*Task description*
An exact copy of all the data is the required output.

========================================

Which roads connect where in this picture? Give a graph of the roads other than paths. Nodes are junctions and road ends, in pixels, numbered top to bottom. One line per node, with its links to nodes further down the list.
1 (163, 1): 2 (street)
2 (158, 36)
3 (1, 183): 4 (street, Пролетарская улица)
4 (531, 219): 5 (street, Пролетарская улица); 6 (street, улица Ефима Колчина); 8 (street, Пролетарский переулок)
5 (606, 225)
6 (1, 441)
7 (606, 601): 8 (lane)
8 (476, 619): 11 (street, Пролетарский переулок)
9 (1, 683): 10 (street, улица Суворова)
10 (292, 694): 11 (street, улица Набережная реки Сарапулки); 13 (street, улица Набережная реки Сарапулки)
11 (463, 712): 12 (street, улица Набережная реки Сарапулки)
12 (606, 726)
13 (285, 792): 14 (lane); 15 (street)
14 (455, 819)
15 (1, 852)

========================================

*Exercise result*
Which roads connect where in this picture? Give a graph of the roads other than paths. Nodes are junctions and road ends, in pixels, numbered top to bottom. One line per node, with its links to nodes further down the list.
1 (163, 1): 2 (street)
2 (158, 36)
3 (1, 183): 4 (street, Пролетарская улица)
4 (531, 219): 5 (street, Пролетарская улица); 6 (street, улица Ефима Колчина); 8 (street, Пролетарский переулок)
5 (606, 225)
6 (1, 441)
7 (606, 601): 8 (lane)
8 (476, 619): 11 (street, Пролетарский переулок)
9 (1, 683): 10 (street, улица Суворова)
10 (292, 694): 11 (street, улица Набережная реки Сарапулки); 13 (street, улица Набережная реки Сарапулки)
11 (463, 712): 12 (street, улица Набережная реки Сарапулки)
12 (606, 726)
13 (285, 792): 14 (lane); 15 (street)
14 (455, 819)
15 (1, 852)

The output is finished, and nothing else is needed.